Early Exposure of Everolimus with and without Calcineurin Inhibitors.
Nephrology Division, Hospital do Rim, UNIFESP, São Paulo, SP, Brazil
Meeting: 2017 American Transplant Congress
Abstract number: D113
Keywords: Calcineurin, Immunosuppression, Kidney transplantation, Pharmacokinetics
Session Information
Session Name: Poster Session D: Kidney Immunosuppression: Novel Regimens and Drug Minimization
Session Type: Poster Session
Date: Tuesday, May 2, 2017
Session Time: 6:00pm-7:00pm
Presentation Time: 6:00pm-7:00pm
Location: Hall D1
This study aimed to evaluate the effect of cyclosporine (CSA) or tacrolimus (TAC) on early exposure of everolimus (EVR).
A cohort of 306 kidney transplant recipients were selected according to the initial immunosuppressant regimens: reduced dose CSA combined with EVR 0.75 mg BID (CSA/EVR0.75, N= 32) or 1.5 mg BID (CSA/EVR1.5, N= 31), reduced dose TAC combined with EVR 1.5 mg BID (TAC/EVR1.5, N= 176) and EVR 1.5 mg BID (EVR1.5, N= 67) alonewith TAC introduction at day 7. EVR blood concentrationswere compared at day 3 after transplantation.
Results: Recipient age (42±14. vs. 40±12 vs. 44±14 vs. 52±12, p= 0.000 years),proportion of diabetes mellitus (17%. vs. 3% vs. 9% vs. 25%, p= 0.000) and proportion of grafts from living donors (91% vs. 97% vs. 30% vs. 0%, p= 0.000) were different among the groups, respectively.

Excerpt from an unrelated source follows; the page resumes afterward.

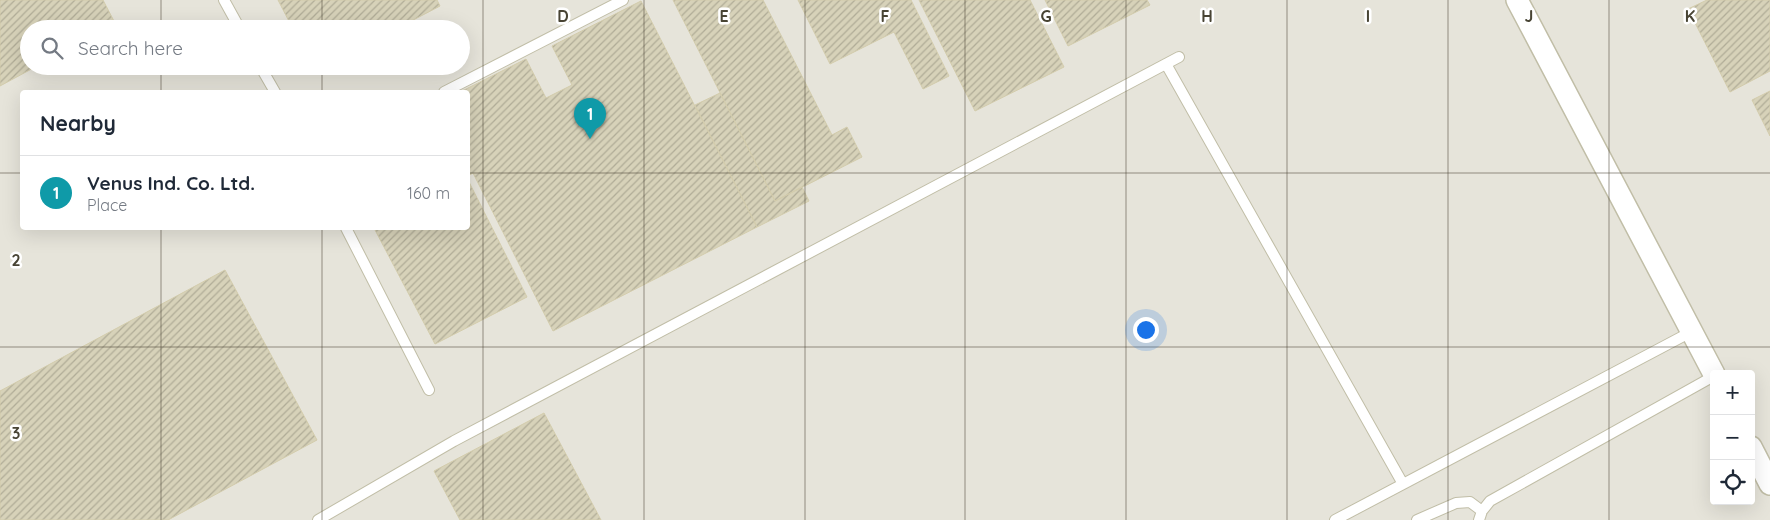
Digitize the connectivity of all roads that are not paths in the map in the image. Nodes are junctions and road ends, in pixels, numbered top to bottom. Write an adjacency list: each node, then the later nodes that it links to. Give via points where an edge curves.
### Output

Dose adjusted EVR concentrations were higher when combined with CSA than with TAC or alone. No differences were observed comparing dose adjusted EVR concentrations combined with TAC or alone. The proportion of patients with EVR concentration below the target range (<3 ng/ml) was higher when combined with TAC or when administered alone.
| Table 1 | CSA + EVR
N= 32 |
CSA + EVR
N= 31 |
TAC + EVR
N= 176 |
EVR
N= 67 |
p |
| EVR dose, mg BID | 0.75 | 1.5 | 1.5 | 1.5 | 0.000 |
| EVR concentration, ng/mL | 5.0 ± 4.4 | 8.1 ± 3.3 | 3.6 ± 1.3 | 3.3 ± 1.0 | 0.000 |
| Dose adjusted EVR concentration, ng/mL/mg | 6.7 ± 5.9 | 5.4 ± 2.2 | 2.4 ± 0.9 | 2.2 ± 0.7 | 0.000 |
| Patients with EVR bellow 3ng/mL (%) | 8 (25) | 1 (3) | 67 (38) | 33 (49) | |
| Patients with EVR between 3- 8 ng/mL (%) | 21 (66) | 16 (52) | 107 (61) | 34 (51) | |
| Patients with EVR above 3ng/mL (%) | 2 (6) | 14 (45) | 2 (1) | 0 | |
Conclusion: In de novo kidney transplant recipients, the initial dose of EVR should consider the choice of calcineurin inhibitor (CSA or TAC) to achieve EVR target concentration range in a higher proportion of patients.
CITATION INFORMATION: Felipe C, Ferreira A, Abait T, Bessa A, Ruppel P, Hiramoto L, Ivani M, Tedesco H, Medina- Pestana J. Early Exposure of Everolimus with and without Calcineurin Inhibitors. Am J Transplant. 2017;17 (suppl 3).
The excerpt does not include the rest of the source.